Women instrumentalists on International Jazz Day: you can’t be it if you don’t see it

In a couple of weeks’ time, on April 30, it’ll be the UN-sanctified International Jazz Day. (IJD  https://jazzday.com/.)

The event had been destined for its first African host city in 2020: Cape Town. Sadly, Covid put paid to that. But it returns to Africa this year, with the host city of Tangier in Morocco. 

The programme for the international concert is an impressive one, reflecting the diversity of sources, styles and generations that make up jazz, from Gnawa drumming to avant-garde trumpet and from blues guitar to Spanish/classical harmonica. The southern African flag is held high by saxophonist Moreira Chonguica and vocalist/trumpeter Mandisi Dyantyis. You can access the concert via a YouTube stream (2023 is already up at https://www.youtube.com/@Jazzday) – and you should.

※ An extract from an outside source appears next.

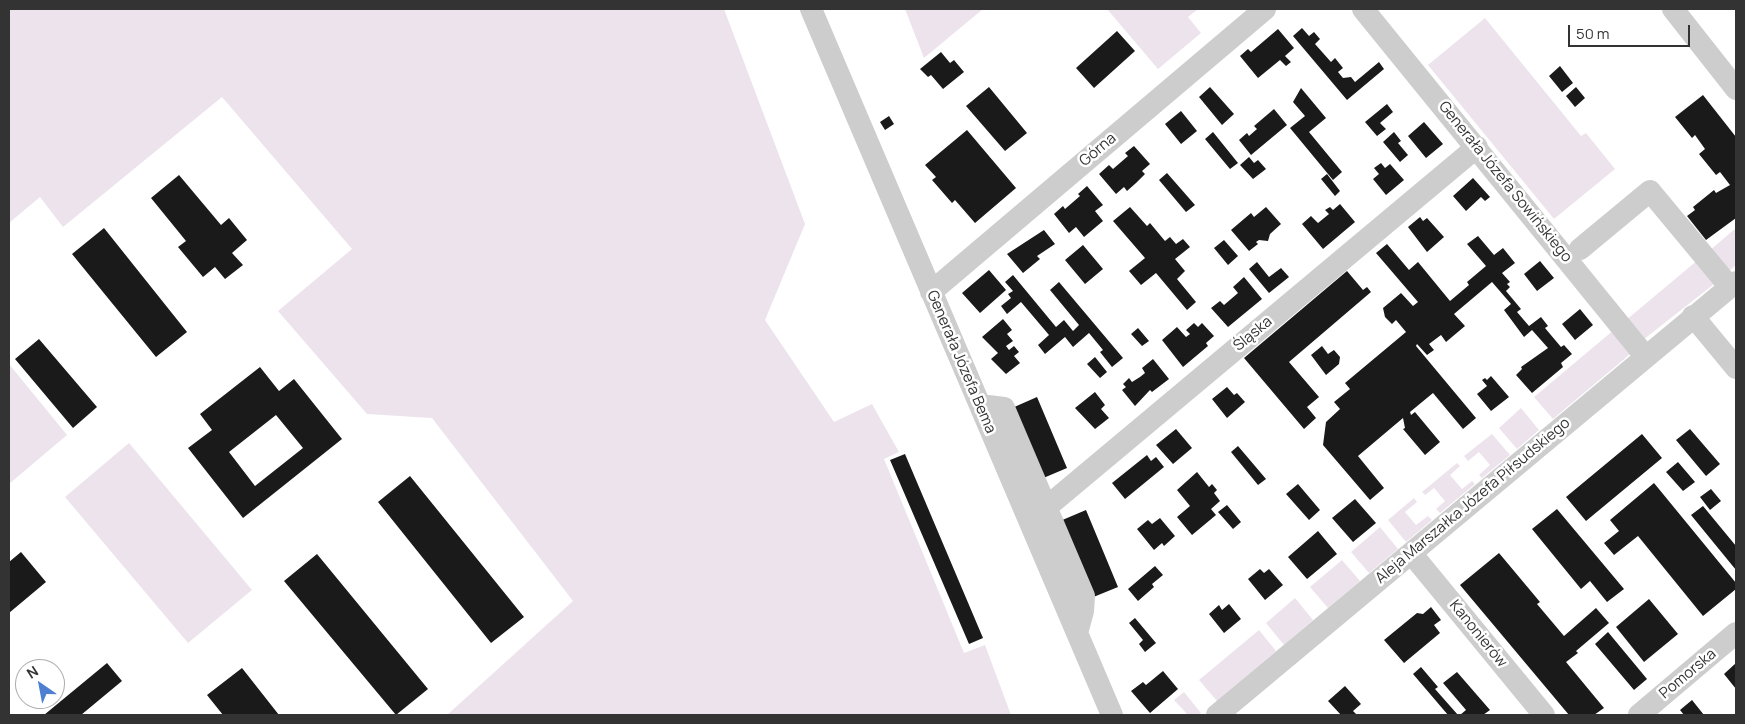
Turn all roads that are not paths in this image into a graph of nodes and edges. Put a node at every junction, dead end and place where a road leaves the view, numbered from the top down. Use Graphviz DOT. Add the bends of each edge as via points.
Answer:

You’ll also be able to find also multiple in-country events, including in South Africa, although the UNESCO link (https://jazzday.com/events/2024/south-africa/) so far, lists only a few of those here that I know have been scheduled. Come on, organisers – this is one programme you definitely need to get with. It costs nothing to register your event and have it posted on the IJD website.

IJD is a great initiative, and the website offers all kinds of information and resources that jazz educators and promoters can draw on, as well as video of the previous global concerts. It really only falls short in one dimension – gender.

As in all previous years, the global concert bill features a minority of women musicians: six out of 31 artists; just under 20%. Over 49% of the world’s population that UN bodies such as UNESCO are supposed to represent is female. Of those six, only one, reed player and composer Lakecia Benjamin, is an instrumentalist; the rest are vocalists.

And, as you can see, the official poster at the top of this page portrays four male instrumentalists and a woman singing. (As it happens, a remarkably skinny woman in a thigh-split dress, but we really don’t need to have that conversation again, do we?)

So, in venues and education establishments all across the world that use the official poster, professional female instrumentalists are invisible, and jazz-aspirant young women are told that their only role in the genre can be to wear a pretty dress and sing.

That message was probably unintentional – although making selections for a concert bill is a 110% deliberate and intentional process. And in terms of conveying a message, a picture is worth 1000 words.

Research demonstrates that all across the world, women musicians feel marginalised, exploited and unsafe. Now, South African research – more when it’s published – backs that up too. The cumulative impact of posters such as the IJD one is to naturalise the situation: to imply that what it portrays is the only way things can and should be.

It would have been so easy to do things differently: to create silhouettes that were gender neutral, or 50% female, or even – perish the thought! – 80% female. (At which point, no doubt, the neanderthal whines about “wokeness” would have sounded loud.) But go to the IJD website, and you’ll see that quite a few events have chosen not to use that poster and to feature female instrumentalists, not only graphically as an abstract idea, but photographically: the real women already playing jazz instruments professionally in localities worldwide.

Maybe we could make a start in South Africa by – in the best jazz tradition of improvisation – riffing on that poster and using one that looks like this instead?